Une autorité contestée
Depuis une trentaine d’années, les évolutions de la société ont contraint les enseignants à transformer leurs pratiques. Les élèves ont changé et ont acquis un droit d’expression parfois difficile à gérer : les profs doivent faire face à ces petites incivilités ou plus grandes violences qui sont entrées dans les murs de l’école, éduquer à la citoyenneté, à la démocratie, au respect d’autrui. Des élèves qui s’interpellent à haute voix, d’autres qui se cachent à peine pour jouer avec leur portable en classe, d’autres encore qui viennent accaparer l’attention du prof pour protester sur une note estimée injuste…
Il leur faut prendre en compte aussi la variété des publics, la diversité des cultures, la connaissance des religions et des modes de socialisation familiale. Sans compter que, dans une société où l’échec scolaire est considéré comme une grave injustice, ils se doivent d’obtenir de meilleurs résultats avec des élèves dont le niveau, les capacités et les goûts sont de plus en plus hétérogènes. La remise en cause de l’autorité est surtout sensible dans les collèges, qui accueillent des élèves en pleine adolescence, moment où la motivation scolaire est la plus faible, selon les psychologues. Mais elle atteint de plein fouet de jeunes enseignants, nommés pour leur premier poste dans les établissements « difficiles », souvent sans aucune préparation à ces difficultés.

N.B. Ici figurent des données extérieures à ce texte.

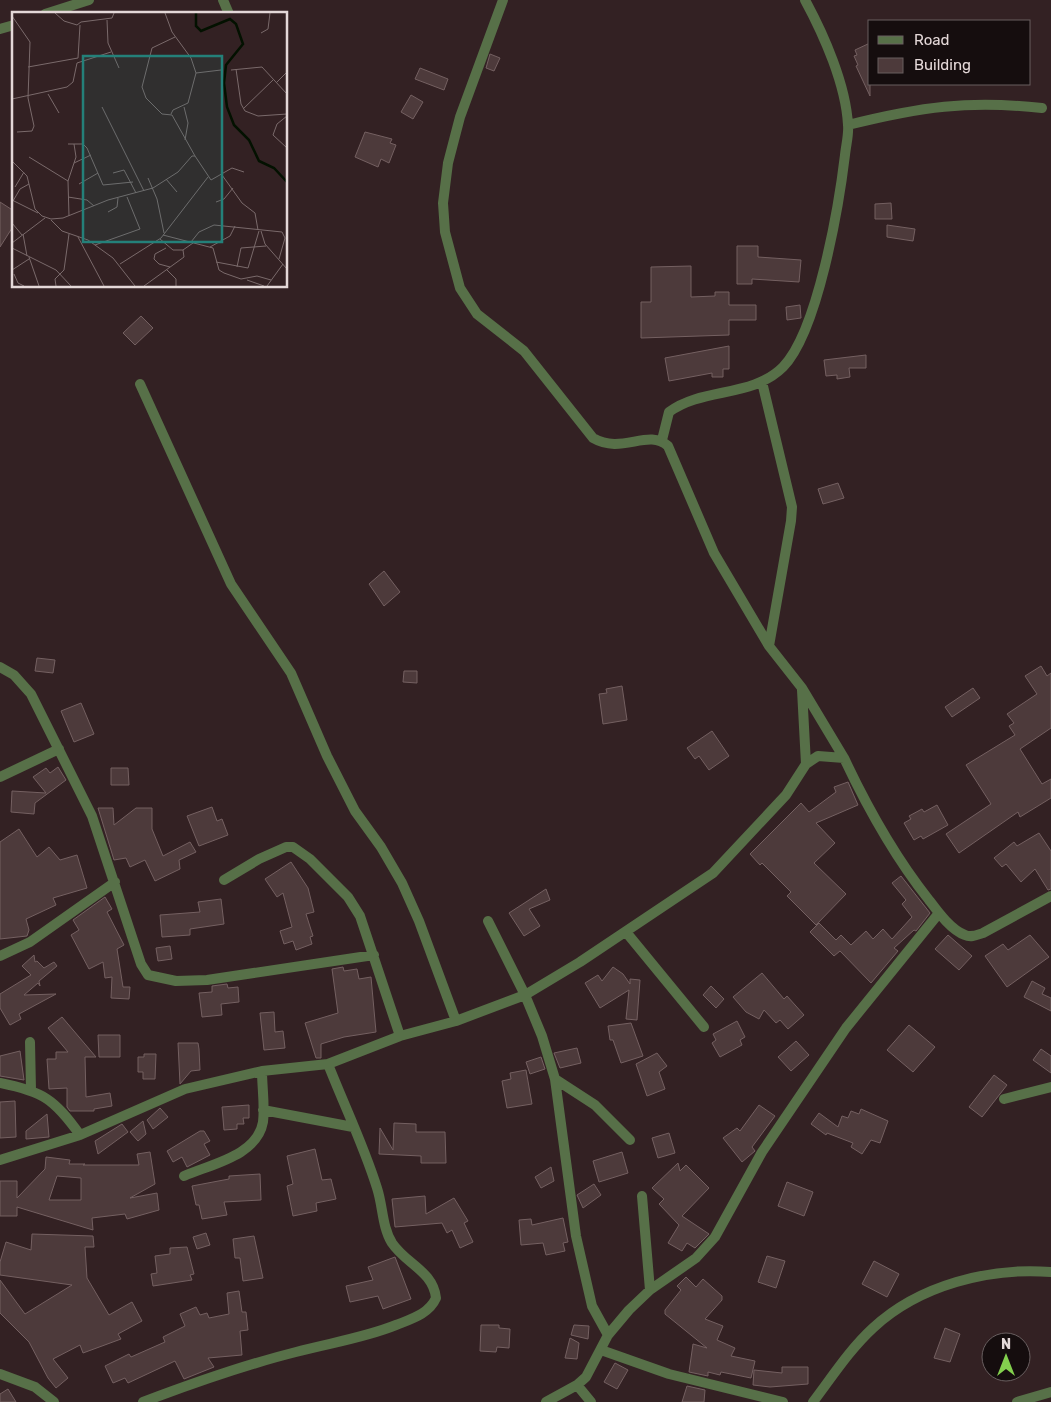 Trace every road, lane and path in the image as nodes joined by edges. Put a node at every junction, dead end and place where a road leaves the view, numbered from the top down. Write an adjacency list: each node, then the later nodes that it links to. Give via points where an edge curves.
1 (89, 0): 5 (street)
2 (223, 0): 6 (street)
3 (503, 0): 13 (street, via 460,117 448,163 443,203 445,232 460,288 477,314 524,351 593,438 603,444 618,445)
4 (805, 0): 10 (street, via 843,94)
5 (51, 12)
6 (229, 12)
7 (12, 25): 8 (street)
8 (0, 29)
9 (1042, 108): 10 (street, via 982,103 946,105)
10 (848, 125): 11 (street, via 835,224 804,333 783,367)
11 (762, 382): 13 (street, via 679,404 669,412); 14 (street, via 792,507)
12 (140, 384): 30 (street, via 231,584 291,673 355,811 402,883)
13 (662, 440): 14 (street, via 668,446 714,553)
14 (769, 646): 16 (street)
15 (0, 667): 17 (street, via 14,675 31,694)
16 (802, 688): 18 (street); 19 (street)
17 (59, 749): 20 (street); 22 (street, via 92,816)
18 (844, 758): 19 (street, via 823,754); 24 (street, via 903,868)
19 (806, 764): 26 (street, via 786,795 713,873)
20 (0, 777)
21 (224, 880): 27 (street, via 277,850 293,847 310,859 348,897 360,916)
22 (115, 882): 27 (street, via 141,964 154,978 206,980); 28 (street, via 24,945)
23 (1050, 901): 24 (street, via 973,936 959,932)
24 (939, 913): 49 (street, via 829,1052 762,1152 715,1237 696,1258)
25 (488, 921): 29 (street)
26 (626, 932): 29 (street); 31 (street)
27 (374, 954): 32 (street)
28 (0, 956)
29 (525, 995): 30 (street); 36 (street)
30 (456, 1021): 32 (street)
31 (704, 1027)
32 (400, 1036): 34 (street)
33 (30, 1042): 39 (street)
34 (328, 1064): 35 (street); 42 (street)
35 (262, 1071): 41 (street); 43 (street, via 185,1089)
36 (555, 1078): 44 (street, via 608,1116); 50 (street, via 576,1236 592,1306)
37 (0, 1084): 39 (street)
38 (1051, 1087): 40 (street)
39 (31, 1090): 43 (street, via 60,1108)
40 (1004, 1099)
41 (263, 1110): 42 (street); 46 (street, via 259,1134 246,1150)
42 (353, 1127): 57 (street, via 378,1190 387,1233 393,1244 431,1282 436,1298 432,1306 372,1333 295,1352)
43 (80, 1135): 45 (street)
44 (630, 1140)
45 (0, 1160)
46 (184, 1176)
47 (642, 1196): 49 (street)
48 (1051, 1272): 61 (street, via 986,1274 912,1300 874,1327)
49 (650, 1290): 50 (street)
50 (608, 1335): 51 (street)
51 (601, 1350): 53 (street); 55 (street, via 638,1365)
52 (0, 1374): 56 (street, via 35,1387)
53 (577, 1386): 58 (street); 59 (street)
54 (1051, 1392): 62 (street)
55 (772, 1401): 60 (street)
56 (54, 1402)
57 (143, 1402)
58 (546, 1402)
59 (591, 1402)
60 (783, 1402)
61 (813, 1402)
62 (1017, 1402)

Une profession dévalorisée
Dans un sondage du CSA datant de 2008, 93 % des enseignants – davantage dans le secondaire que dans le primaire – jugeaient leur profession dévalorisée et près de la moitié désirait changer de métier (tout en restant au sein de la fonction publique). Aujourd’hui, les candidats à la profession sont devenus moins nombreux que le nombre de postes offerts.

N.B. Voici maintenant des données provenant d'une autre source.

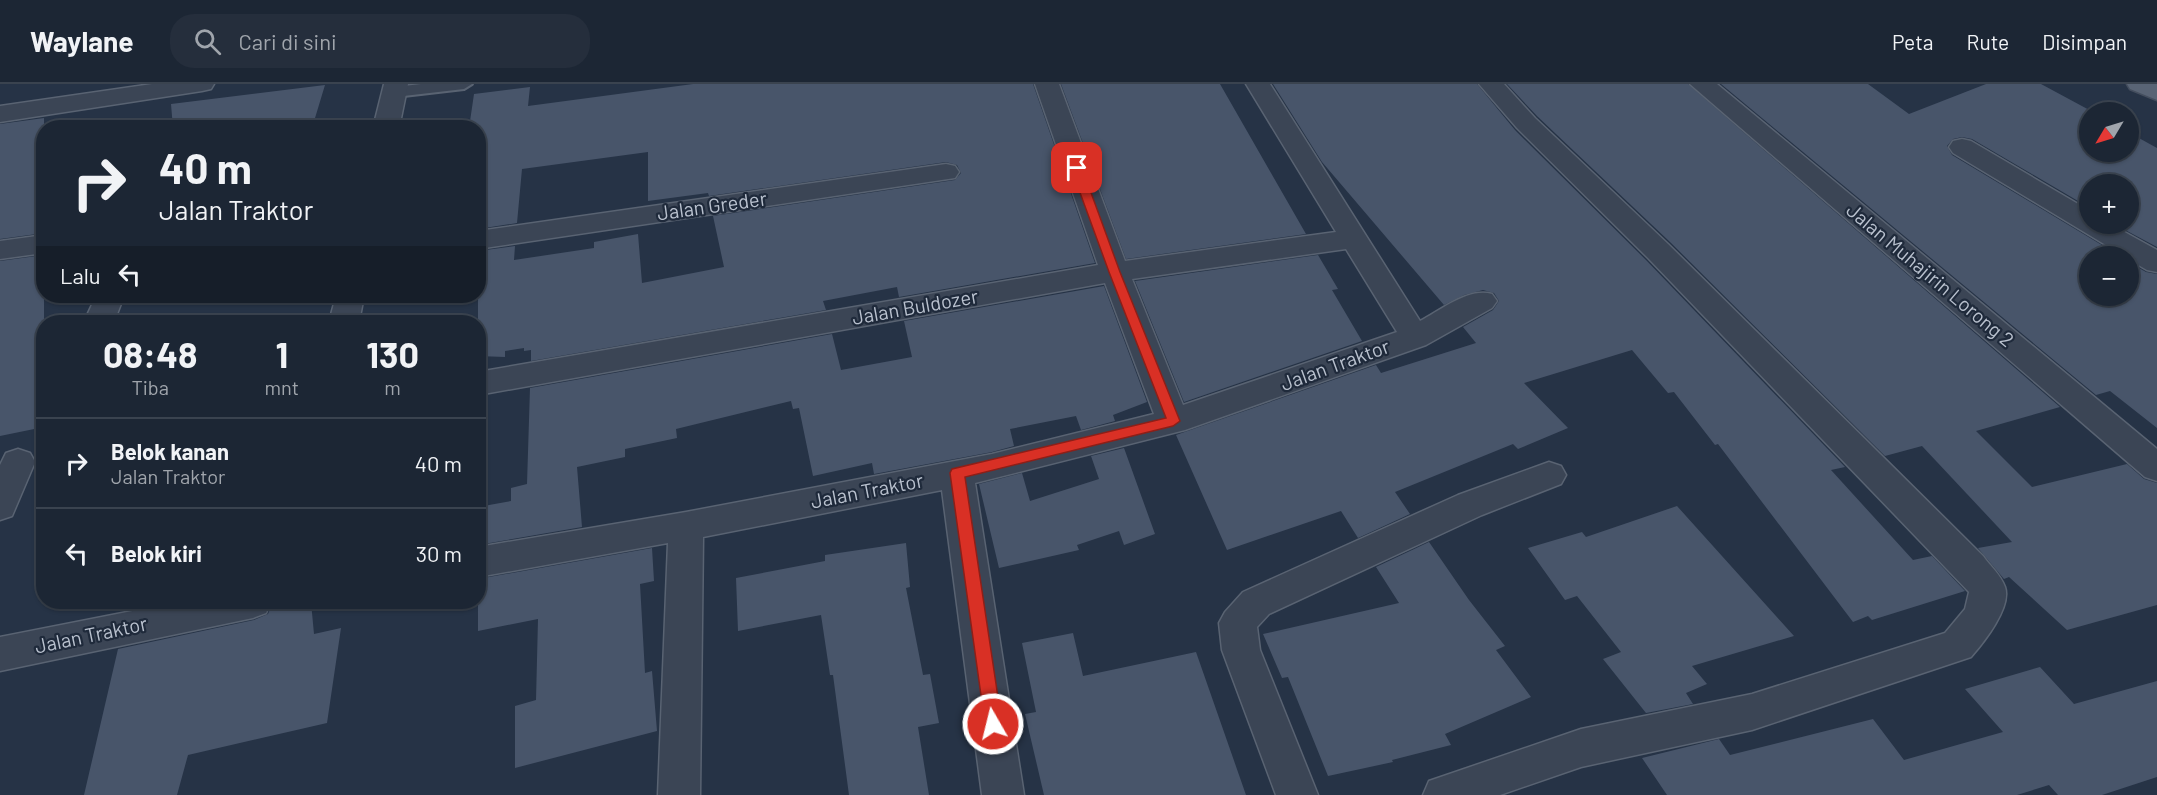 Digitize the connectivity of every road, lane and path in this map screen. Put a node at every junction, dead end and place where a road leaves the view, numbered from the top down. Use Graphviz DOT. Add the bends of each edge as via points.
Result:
graph roads {
  1 [pos="202,84"];
  2 [pos="464,84"];
  3 [pos="1047,84"];
  4 [pos="1258,84"];
  5 [pos="1491,84"];
  6 [pos="1702,84"];
  7 [pos="2139,84"];
  8 [pos="396,88"];
  9 [pos="116,90"];
  10 [pos="2157,93"];
  11 [pos="0,114"];
  12 [pos="388,120"];
  13 [pos="1962,147"];
  14 [pos="946,172"];
  15 [pos="2079,216"];
  16 [pos="2108,234"];
  17 [pos="486,239"];
  18 [pos="1353,239"];
  19 [pos="36,245"];
  20 [pos="0,250"];
  21 [pos="2157,263"];
  22 [pos="1114,272"];
  23 [pos="1482,301"];
  24 [pos="1415,337"];
  25 [pos="486,383"];
  26 [pos="1173,421"];
  27 [pos="21,462"];
  28 [pos="2157,468"];
  29 [pos="957,473"];
  30 [pos="1549,475"];
  31 [pos="0,506"];
  32 [pos="686,526"];
  33 [pos="486,561"];
  34 [pos="219,609"];
  35 [pos="0,654"];
  36 [pos="679,795"];
  37 [pos="1003,795"];
  38 [pos="1297,795"];
  39 [pos="1444,795"];
  1 -- 9 [label="street"];
  2 -- 8 [label="lane"];
  3 -- 22 [label="street"];
  4 -- 18 [label="street"];
  5 -- 39 [label="street" via="1970,567 1988,589 1987,607 1958,645 1752,712 1581,748"];
  6 -- 28 [label="street, Jalan Muhajirin Lorong 2"];
  7 -- 10 [label="main road"];
  8 -- 12 [label="street"];
  9 -- 11 [label="street"];
  13 -- 15 [label="street"];
  14 -- 17 [label="street, Jalan Greder"];
  16 -- 21 [label="street"];
  18 -- 22 [label="street, Jalan Buldozer"];
  18 -- 24 [label="street"];
  19 -- 20 [label="street"];
  22 -- 25 [label="street, Jalan Buldozer"];
  22 -- 26 [label="street"];
  23 -- 24 [label="street, Jalan Traktor"];
  24 -- 26 [label="street, Jalan Traktor"];
  26 -- 29 [label="street, Jalan Traktor"];
  27 -- 31 [label="street"];
  29 -- 32 [label="street, Jalan Traktor"];
  29 -- 37 [label="street"];
  30 -- 38 [label="street" via="1470,505 1256,603 1238,623 1241,650"];
  32 -- 33 [label="street, Jalan Traktor"];
  32 -- 36 [label="street"];
  34 -- 35 [label="street, Jalan Traktor"];
}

En somme, le « malaise au travail », observé aujourd’hui dans de nombreuses professions, fait de déprises et de déprimes, de burnout, d’épuisement physique et moral, n’épargne pas les enseignants, et prend pour eux des caractéristiques bien spécifiques.

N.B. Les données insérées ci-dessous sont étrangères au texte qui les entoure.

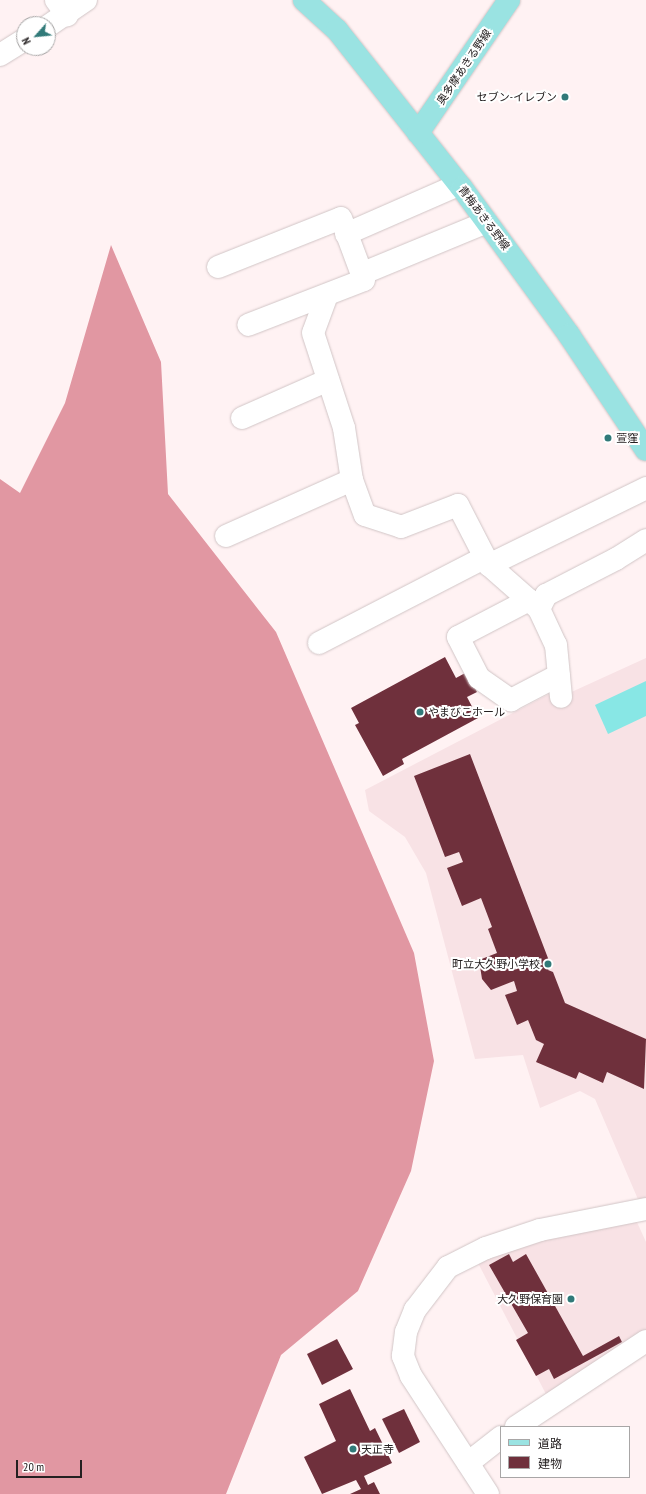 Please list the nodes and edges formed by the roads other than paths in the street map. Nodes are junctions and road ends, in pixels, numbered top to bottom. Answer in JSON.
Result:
{"nodes":[{"id":1,"x":86,"y":0,"type":"edge"},
{"id":2,"x":304,"y":0,"type":"edge"},
{"id":3,"x":509,"y":0,"type":"edge"},
{"id":4,"x":61,"y":7,"type":"edge"},
{"id":5,"x":55,"y":16,"type":"edge"},
{"id":6,"x":16,"y":45,"type":"edge"},
{"id":7,"x":0,"y":55,"type":"edge"},
{"id":8,"x":418,"y":133,"type":"junction"},
{"id":9,"x":458,"y":184,"type":"junction"},
{"id":10,"x":487,"y":222,"type":"junction"},
{"id":11,"x":346,"y":234,"type":"junction"},
{"id":12,"x":218,"y":267,"type":"dead end"},
{"id":13,"x":361,"y":274,"type":"junction"},
{"id":14,"x":328,"y":295,"type":"junction"},
{"id":15,"x":248,"y":325,"type":"dead end"},
{"id":16,"x":328,"y":380,"type":"junction"},
{"id":17,"x":242,"y":418,"type":"dead end"},
{"id":18,"x":646,"y":450,"type":"edge"},
{"id":19,"x":352,"y":480,"type":"junction"},
{"id":20,"x":646,"y":488,"type":"edge"},
{"id":21,"x":226,"y":536,"type":"dead end"},
{"id":22,"x":646,"y":540,"type":"edge"},
{"id":23,"x":486,"y":562,"type":"junction"},
{"id":24,"x":534,"y":605,"type":"junction"},
{"id":25,"x":319,"y":643,"type":"dead end"},
{"id":26,"x":559,"y":675,"type":"junction"},
{"id":27,"x":561,"y":697,"type":"dead end"},
{"id":28,"x":646,"y":1209,"type":"edge"},
{"id":29,"x":646,"y":1341,"type":"edge"},
{"id":30,"x":518,"y":1426,"type":"edge"},
{"id":31,"x":500,"y":1439,"type":"edge"},
{"id":32,"x":468,"y":1463,"type":"junction"},
{"id":33,"x":488,"y":1494,"type":"edge"}],
"edges":[{"from":1,"to":4,"type":"street"},
{"from":2,"to":8,"type":"main road","name":"青梅あきる野線"},
{"from":3,"to":8,"type":"main road","name":"奥多摩あきる野線"},
{"from":4,"to":5,"type":"street"},
{"from":6,"to":7,"type":"street"},
{"from":8,"to":9,"type":"main road","name":"青梅あきる野線"},
{"from":9,"to":10,"type":"main road","name":"青梅あきる野線"},
{"from":9,"to":11,"type":"street"},
{"from":10,"to":13,"type":"street"},
{"from":10,"to":18,"type":"main road","name":"青梅あきる野線"},
{"from":11,"to":12,"type":"street"},
{"from":11,"to":13,"type":"street"},
{"from":13,"to":14,"type":"street"},
{"from":14,"to":15,"type":"street"},
{"from":14,"to":16,"type":"street"},
{"from":16,"to":17,"type":"street"},
{"from":16,"to":19,"type":"street"},
{"from":19,"to":21,"type":"street"},
{"from":19,"to":23,"type":"street"},
{"from":20,"to":23,"type":"street"},
{"from":22,"to":24,"type":"street"},
{"from":23,"to":24,"type":"street"},
{"from":23,"to":25,"type":"street"},
{"from":24,"to":26,"type":"street"},
{"from":24,"to":26,"type":"street"},
{"from":26,"to":27,"type":"street"},
{"from":28,"to":32,"type":"street"},
{"from":29,"to":30,"type":"street"},
{"from":31,"to":32,"type":"street"},
{"from":32,"to":33,"type":"street"}]}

Le paradoxe est que la pénibilité du métier semble niée par la société, qui considère souvent que les profs ont des conditions de travail privilégiées (vacances, horaires), alors qu’une méconnaissance de la réalité quotidienne des classes rend difficile la reconnaissance de la complexité de leurs tâches. C’est ce que constatent Laurence Janot-Bergugnat et Nicole Rascle, estimant que les enseignants sont pris dans une injonction contradictoire : « On dévalorise leur rôle en même temps qu’on leur en demande toujours plus. » Ce manque de reconnaissance est source de culpabilité chez les enseignants. Se sentant peu soutenus par la société, soupçonnés d’être responsables des problèmes de l’école, ils doivent en outre aujourd’hui affronter une pluralité d’exigences, venues des changements sociaux et des transformations de l’institution.